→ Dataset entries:
- Opening Delimiter -
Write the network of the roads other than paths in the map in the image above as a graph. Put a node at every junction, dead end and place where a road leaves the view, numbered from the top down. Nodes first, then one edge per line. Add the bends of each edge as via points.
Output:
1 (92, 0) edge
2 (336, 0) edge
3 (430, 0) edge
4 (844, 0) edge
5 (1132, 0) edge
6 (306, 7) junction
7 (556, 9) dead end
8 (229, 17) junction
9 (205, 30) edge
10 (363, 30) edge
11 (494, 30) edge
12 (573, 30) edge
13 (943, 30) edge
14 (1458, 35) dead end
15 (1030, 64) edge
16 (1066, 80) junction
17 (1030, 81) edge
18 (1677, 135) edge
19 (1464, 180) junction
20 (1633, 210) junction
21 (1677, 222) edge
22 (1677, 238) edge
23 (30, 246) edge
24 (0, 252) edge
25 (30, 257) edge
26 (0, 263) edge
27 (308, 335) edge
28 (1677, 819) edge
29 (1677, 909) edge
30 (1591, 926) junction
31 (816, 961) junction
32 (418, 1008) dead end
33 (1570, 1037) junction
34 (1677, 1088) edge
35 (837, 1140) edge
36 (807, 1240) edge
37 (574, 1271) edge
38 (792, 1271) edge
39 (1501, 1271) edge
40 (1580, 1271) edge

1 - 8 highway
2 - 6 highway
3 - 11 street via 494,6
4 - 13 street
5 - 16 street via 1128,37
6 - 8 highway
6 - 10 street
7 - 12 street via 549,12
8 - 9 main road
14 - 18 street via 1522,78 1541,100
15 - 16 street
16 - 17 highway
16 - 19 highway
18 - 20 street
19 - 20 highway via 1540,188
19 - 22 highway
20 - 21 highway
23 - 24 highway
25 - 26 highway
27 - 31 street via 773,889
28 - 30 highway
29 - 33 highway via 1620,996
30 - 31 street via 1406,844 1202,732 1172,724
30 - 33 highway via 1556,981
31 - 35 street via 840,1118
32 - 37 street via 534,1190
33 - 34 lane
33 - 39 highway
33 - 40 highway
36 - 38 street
- Closing Delimiter -
→ The problem: Once more, write out all the data above exactly as given.

→ Task answer:
Write the network of the roads other than paths in the map in the image above as a graph. Put a node at every junction, dead end and place where a road leaves the view, numbered from the top down. Nodes first, then one edge per line. Add the bends of each edge as via points.
Output:
1 (92, 0) edge
2 (336, 0) edge
3 (430, 0) edge
4 (844, 0) edge
5 (1132, 0) edge
6 (306, 7) junction
7 (556, 9) dead end
8 (229, 17) junction
9 (205, 30) edge
10 (363, 30) edge
11 (494, 30) edge
12 (573, 30) edge
13 (943, 30) edge
14 (1458, 35) dead end
15 (1030, 64) edge
16 (1066, 80) junction
17 (1030, 81) edge
18 (1677, 135) edge
19 (1464, 180) junction
20 (1633, 210) junction
21 (1677, 222) edge
22 (1677, 238) edge
23 (30, 246) edge
24 (0, 252) edge
25 (30, 257) edge
26 (0, 263) edge
27 (308, 335) edge
28 (1677, 819) edge
29 (1677, 909) edge
30 (1591, 926) junction
31 (816, 961) junction
32 (418, 1008) dead end
33 (1570, 1037) junction
34 (1677, 1088) edge
35 (837, 1140) edge
36 (807, 1240) edge
37 (574, 1271) edge
38 (792, 1271) edge
39 (1501, 1271) edge
40 (1580, 1271) edge

1 - 8 highway
2 - 6 highway
3 - 11 street via 494,6
4 - 13 street
5 - 16 street via 1128,37
6 - 8 highway
6 - 10 street
7 - 12 street via 549,12
8 - 9 main road
14 - 18 street via 1522,78 1541,100
15 - 16 street
16 - 17 highway
16 - 19 highway
18 - 20 street
19 - 20 highway via 1540,188
19 - 22 highway
20 - 21 highway
23 - 24 highway
25 - 26 highway
27 - 31 street via 773,889
28 - 30 highway
29 - 33 highway via 1620,996
30 - 31 street via 1406,844 1202,732 1172,724
30 - 33 highway via 1556,981
31 - 35 street via 840,1118
32 - 37 street via 534,1190
33 - 34 lane
33 - 39 highway
33 - 40 highway
36 - 38 street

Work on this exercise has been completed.